▸ **Problem description**
A complete answer lists every line of the entries below where the string "Solitare" appears.

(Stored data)
::::
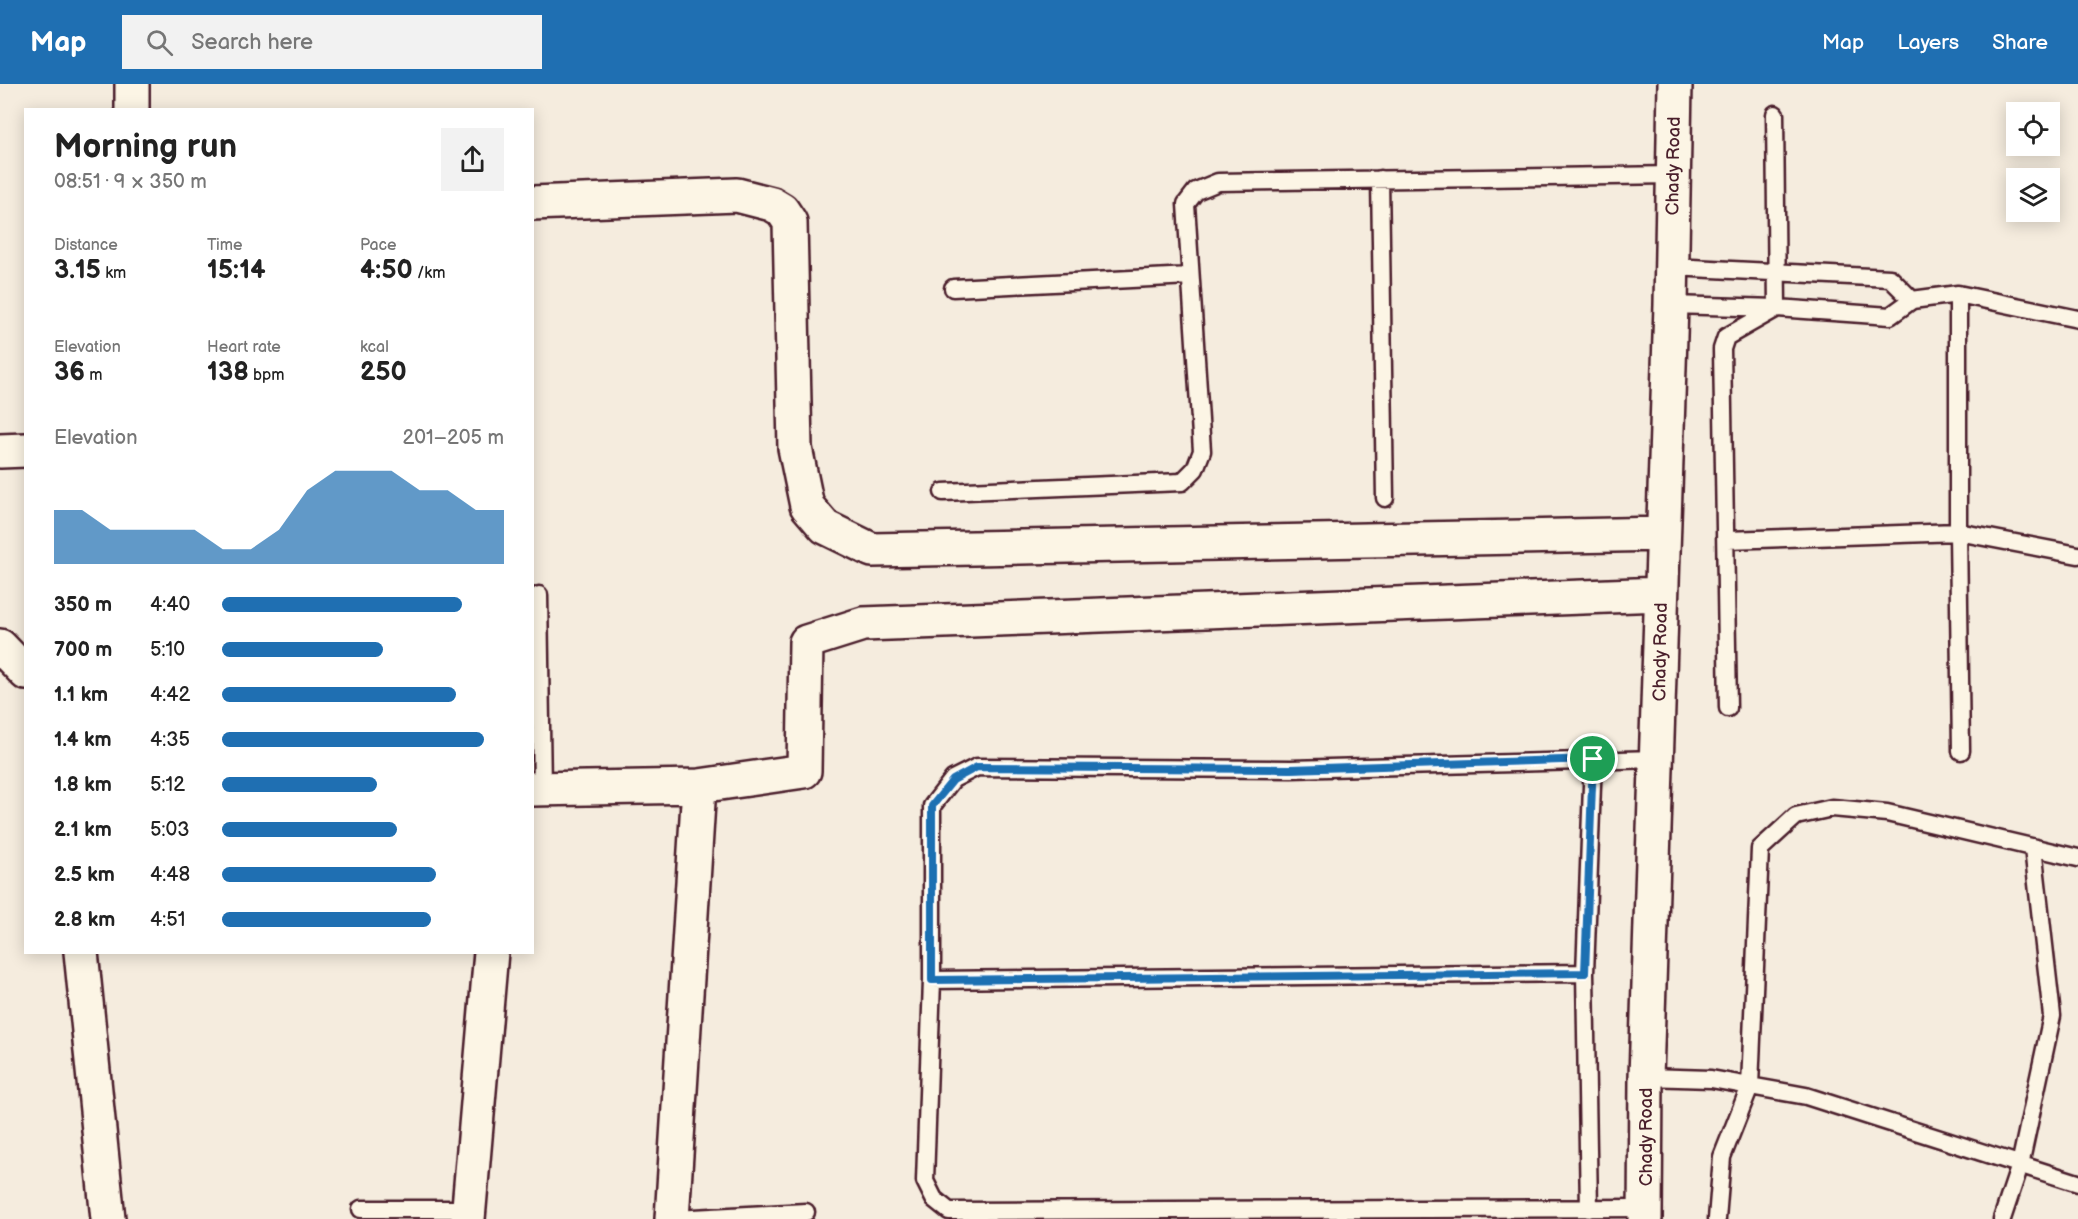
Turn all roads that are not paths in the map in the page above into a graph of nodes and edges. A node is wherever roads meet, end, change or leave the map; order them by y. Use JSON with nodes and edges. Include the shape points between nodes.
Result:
{"nodes":[{"id":1,"x":132,"y":84,"type":"edge"},
{"id":2,"x":1675,"y":84,"type":"edge"},
{"id":3,"x":132,"y":108,"type":"edge"},
{"id":4,"x":1774,"y":114,"type":"dead end"},
{"id":5,"x":1673,"y":175,"type":"junction"},
{"id":6,"x":1380,"y":179,"type":"junction"},
{"id":7,"x":534,"y":203,"type":"edge"},
{"id":8,"x":1672,"y":267,"type":"junction"},
{"id":9,"x":1777,"y":273,"type":"junction"},
{"id":10,"x":1190,"y":276,"type":"junction"},
{"id":11,"x":953,"y":288,"type":"dead end"},
{"id":12,"x":1958,"y":294,"type":"junction"},
{"id":13,"x":1912,"y":300,"type":"junction"},
{"id":14,"x":1671,"y":305,"type":"junction"},
{"id":15,"x":1777,"y":308,"type":"junction"},
{"id":16,"x":2078,"y":319,"type":"edge"},
{"id":17,"x":24,"y":450,"type":"edge"},
{"id":18,"x":0,"y":451,"type":"edge"},
{"id":19,"x":943,"y":492,"type":"dead end"},
{"id":20,"x":1385,"y":498,"type":"dead end"},
{"id":21,"x":1958,"y":532,"type":"junction"},
{"id":22,"x":1663,"y":534,"type":"junction"},
{"id":23,"x":1727,"y":540,"type":"junction"},
{"id":24,"x":2078,"y":555,"type":"edge"},
{"id":25,"x":1661,"y":594,"type":"junction"},
{"id":26,"x":539,"y":596,"type":"dead end"},
{"id":27,"x":0,"y":646,"type":"edge"},
{"id":28,"x":24,"y":671,"type":"edge"},
{"id":29,"x":1728,"y":708,"type":"dead end"},
{"id":30,"x":1962,"y":751,"type":"dead end"},
{"id":31,"x":1593,"y":759,"type":"junction"},
{"id":32,"x":1657,"y":759,"type":"junction"},
{"id":33,"x":699,"y":786,"type":"junction"},
{"id":34,"x":537,"y":789,"type":"edge"},
{"id":35,"x":2033,"y":848,"type":"junction"},
{"id":36,"x":2078,"y":858,"type":"edge"},
{"id":37,"x":81,"y":954,"type":"edge"},
{"id":38,"x":491,"y":954,"type":"edge"},
{"id":39,"x":1585,"y":973,"type":"junction"},
{"id":40,"x":932,"y":980,"type":"junction"},
{"id":41,"x":1646,"y":1077,"type":"junction"},
{"id":42,"x":1750,"y":1086,"type":"junction"},
{"id":43,"x":2020,"y":1165,"type":"junction"},
{"id":44,"x":2078,"y":1183,"type":"edge"},
{"id":45,"x":361,"y":1209,"type":"dead end"},
{"id":46,"x":1589,"y":1209,"type":"junction"},
{"id":47,"x":806,"y":1212,"type":"dead end"},
{"id":48,"x":469,"y":1214,"type":"edge"},
{"id":49,"x":1645,"y":1214,"type":"edge"},
{"id":50,"x":108,"y":1219,"type":"edge"},
{"id":51,"x":674,"y":1219,"type":"edge"},
{"id":52,"x":1717,"y":1219,"type":"edge"},
{"id":53,"x":2002,"y":1219,"type":"edge"}],
"edges":[{"from":1,"to":3,"type":"street"},
{"from":2,"to":5,"type":"street","name":"Chady Road"},
{"from":4,"to":9,"type":"lane"},
{"from":5,"to":6,"type":"lane"},
{"from":5,"to":8,"type":"street","name":"Chady Road"},
{"from":6,"to":10,"type":"lane","via":[[1218,182],[1196,191],[1186,204]]},
{"from":6,"to":20,"type":"lane"},
{"from":7,"to":22,"type":"street","via":[[737,195],[782,210],[790,222],[795,448],[807,506],[825,527],[872,550]]},
{"from":8,"to":9,"type":"lane"},
{"from":8,"to":14,"type":"street","name":"Chady Road"},
{"from":9,"to":13,"type":"lane","via":[[1890,278]]},
{"from":9,"to":15,"type":"lane"},
{"from":10,"to":11,"type":"lane"},
{"from":10,"to":19,"type":"lane","via":[[1202,451],[1195,469],[1182,482]]},
{"from":12,"to":13,"type":"lane"},
{"from":12,"to":16,"type":"lane"},
{"from":12,"to":21,"type":"lane"},
{"from":13,"to":15,"type":"lane","via":[[1890,316]]},
{"from":14,"to":15,"type":"lane"},
{"from":14,"to":22,"type":"street","name":"Chady Road"},
{"from":15,"to":23,"type":"lane","via":[[1726,337],[1722,349]]},
{"from":17,"to":18,"type":"street"},
{"from":21,"to":23,"type":"lane"},
{"from":21,"to":24,"type":"lane"},
{"from":21,"to":30,"type":"lane"},
{"from":22,"to":25,"type":"street","name":"Chady Road"},
{"from":23,"to":29,"type":"lane"},
{"from":25,"to":32,"type":"street","name":"Chady Road"},
{"from":25,"to":33,"type":"street","via":[[863,624],[806,642],[804,771]]},
{"from":26,"to":34,"type":"lane"},
{"from":27,"to":28,"type":"street"},
{"from":31,"to":32,"type":"lane"},
{"from":31,"to":39,"type":"lane"},
{"from":31,"to":40,"type":"lane","via":[[1291,769],[977,767],[953,780],[932,806]]},
{"from":32,"to":41,"type":"street","name":"Chady Road"},
{"from":33,"to":34,"type":"street"},
{"from":33,"to":51,"type":"street"},
{"from":35,"to":36,"type":"lane"},
{"from":35,"to":42,"type":"lane","via":[[1887,813],[1832,808],[1796,816],[1760,849]]},
{"from":35,"to":43,"type":"lane","via":[[2052,1016]]},
{"from":37,"to":50,"type":"street"},
{"from":38,"to":48,"type":"street"},
{"from":39,"to":40,"type":"lane"},
{"from":39,"to":46,"type":"lane"},
{"from":40,"to":46,"type":"lane","via":[[925,1181],[934,1199],[949,1211]]},
{"from":41,"to":42,"type":"lane","via":[[1711,1079]]},
{"from":41,"to":49,"type":"street","name":"Chady Road"},
{"from":42,"to":43,"type":"lane","via":[[1806,1096]]},
{"from":42,"to":52,"type":"lane","via":[[1722,1157]]},
{"from":43,"to":44,"type":"lane"},
{"from":43,"to":53,"type":"lane"},
{"from":45,"to":48,"type":"lane"},
{"from":46,"to":49,"type":"lane"},
{"from":47,"to":51,"type":"lane"}]}
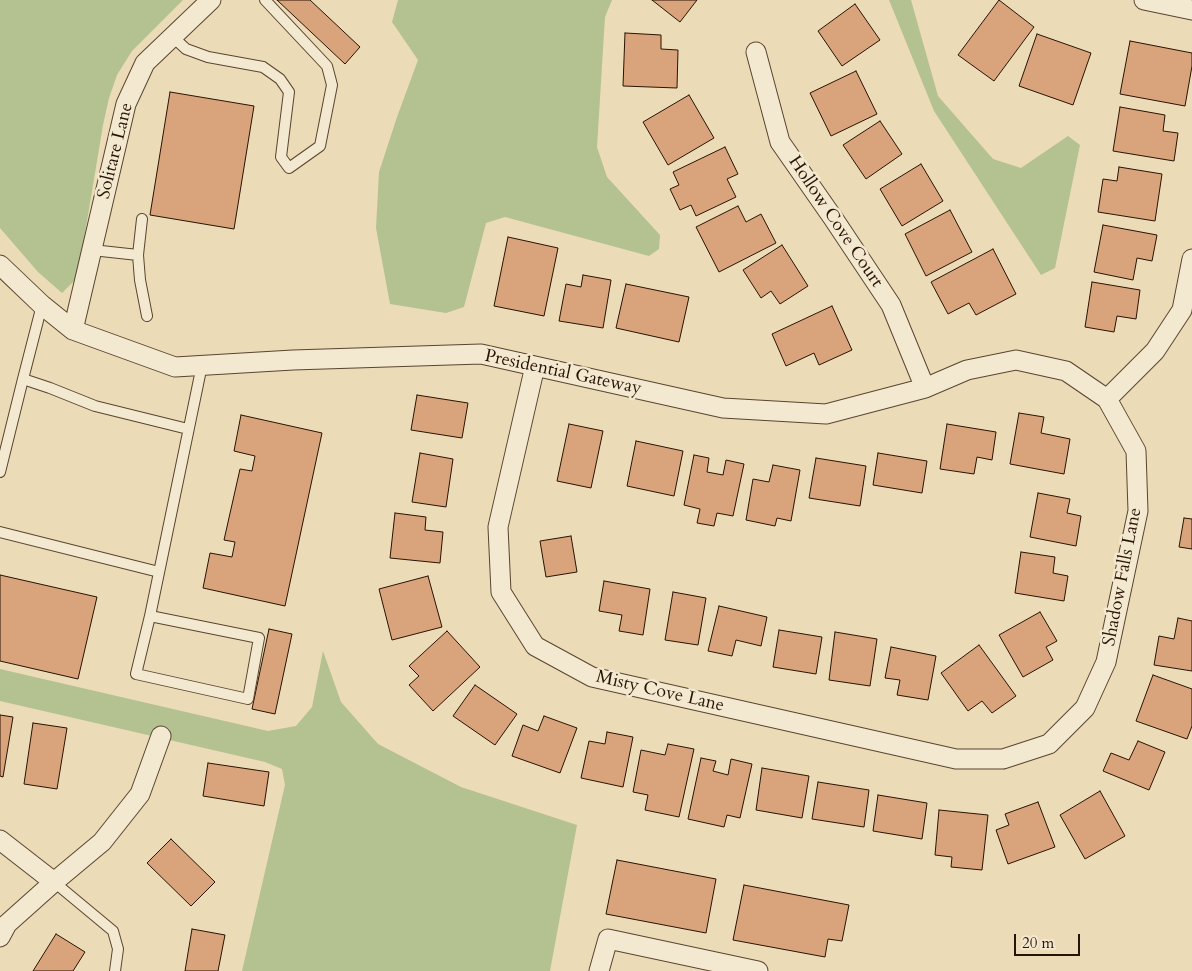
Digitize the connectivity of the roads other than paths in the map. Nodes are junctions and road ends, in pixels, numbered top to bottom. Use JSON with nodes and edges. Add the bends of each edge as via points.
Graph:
{"nodes":[{"id":1,"x":211,"y":0,"type":"edge"},
{"id":2,"x":265,"y":0,"type":"edge"},
{"id":3,"x":1144,"y":0,"type":"edge"},
{"id":4,"x":1192,"y":10,"type":"edge"},
{"id":5,"x":173,"y":37,"type":"junction"},
{"id":6,"x":756,"y":52,"type":"dead end"},
{"id":7,"x":142,"y":219,"type":"dead end"},
{"id":8,"x":92,"y":250,"type":"junction"},
{"id":9,"x":138,"y":255,"type":"junction"},
{"id":10,"x":1192,"y":259,"type":"edge"},
{"id":11,"x":0,"y":265,"type":"edge"},
{"id":12,"x":42,"y":305,"type":"junction"},
{"id":13,"x":148,"y":316,"type":"dead end"},
{"id":14,"x":73,"y":330,"type":"junction"},
{"id":15,"x":202,"y":366,"type":"junction"},
{"id":16,"x":535,"y":366,"type":"junction"},
{"id":17,"x":23,"y":379,"type":"junction"},
{"id":18,"x":925,"y":388,"type":"junction"},
{"id":19,"x":1107,"y":399,"type":"junction"},
{"id":20,"x":188,"y":429,"type":"junction"},
{"id":21,"x":0,"y":472,"type":"edge"},
{"id":22,"x":0,"y":532,"type":"edge"},
{"id":23,"x":159,"y":572,"type":"junction"},
{"id":24,"x":150,"y":616,"type":"junction"},
{"id":25,"x":161,"y":736,"type":"dead end"},
{"id":26,"x":1049,"y":744,"type":"joint"},
{"id":27,"x":0,"y":840,"type":"edge"},
{"id":28,"x":54,"y":882,"type":"junction"},
{"id":29,"x":0,"y":936,"type":"edge"},
{"id":30,"x":115,"y":971,"type":"edge"},
{"id":31,"x":600,"y":971,"type":"edge"},
{"id":32,"x":758,"y":971,"type":"edge"}],
"edges":[{"from":1,"to":5,"type":"street","name":"Solitare Lane"},
{"from":2,"to":5,"type":"lane","via":[[327,66],[332,85],[320,146],[288,168],[281,157],[289,92],[280,79],[263,66],[208,57],[186,49]]},
{"from":3,"to":4,"type":"street"},
{"from":5,"to":8,"type":"street","name":"Solitare Lane","via":[[145,63],[126,104]]},
{"from":6,"to":18,"type":"street","name":"Hollow Cove Court","via":[[780,142],[890,305]]},
{"from":7,"to":9,"type":"lane"},
{"from":8,"to":9,"type":"lane"},
{"from":8,"to":14,"type":"street","name":"Solitare Lane"},
{"from":9,"to":13,"type":"lane"},
{"from":10,"to":19,"type":"street","via":[[1182,310],[1155,351]]},
{"from":11,"to":12,"type":"street","name":"Presidential Gateway"},
{"from":12,"to":14,"type":"street","name":"Presidential Gateway"},
{"from":12,"to":17,"type":"lane"},
{"from":14,"to":15,"type":"street","name":"Presidential Gateway","via":[[175,367]]},
{"from":15,"to":16,"type":"street","name":"Presidential Gateway","via":[[481,354]]},
{"from":15,"to":20,"type":"lane"},
{"from":16,"to":18,"type":"street","name":"Presidential Gateway","via":[[723,408],[816,414]]},
{"from":16,"to":26,"type":"street","name":"Misty Cove Lane","via":[[498,527],[501,592],[535,646],[592,677],[956,759],[1004,759]]},
{"from":17,"to":20,"type":"lane","via":[[95,406]]},
{"from":17,"to":21,"type":"lane"},
{"from":18,"to":19,"type":"street","name":"Presidential Gateway","via":[[967,370],[1016,360],[1066,370]]},
{"from":19,"to":26,"type":"street","name":"Shadow Falls Lane","via":[[1136,452],[1138,511],[1106,662],[1085,708]]},
{"from":20,"to":23,"type":"lane"},
{"from":22,"to":23,"type":"lane"},
{"from":23,"to":24,"type":"lane"},
{"from":24,"to":24,"type":"lane","via":[[259,638],[248,699],[136,674]]},
{"from":25,"to":28,"type":"street","via":[[140,794],[102,842]]},
{"from":27,"to":28,"type":"street"},
{"from":28,"to":29,"type":"street","via":[[8,924]]},
{"from":28,"to":30,"type":"lane","via":[[113,931],[118,948]]},
{"from":31,"to":32,"type":"street","via":[[608,939]]}]}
::::
▸ **The completed task**
"edges":[{"from":1,"to":5,"type":"street","name":"Solitare Lane"},
{"from":5,"to":8,"type":"street","name":"Solitare Lane","via":[[145,63],[126,104]]},
{"from":8,"to":14,"type":"street","name":"Solitare Lane"},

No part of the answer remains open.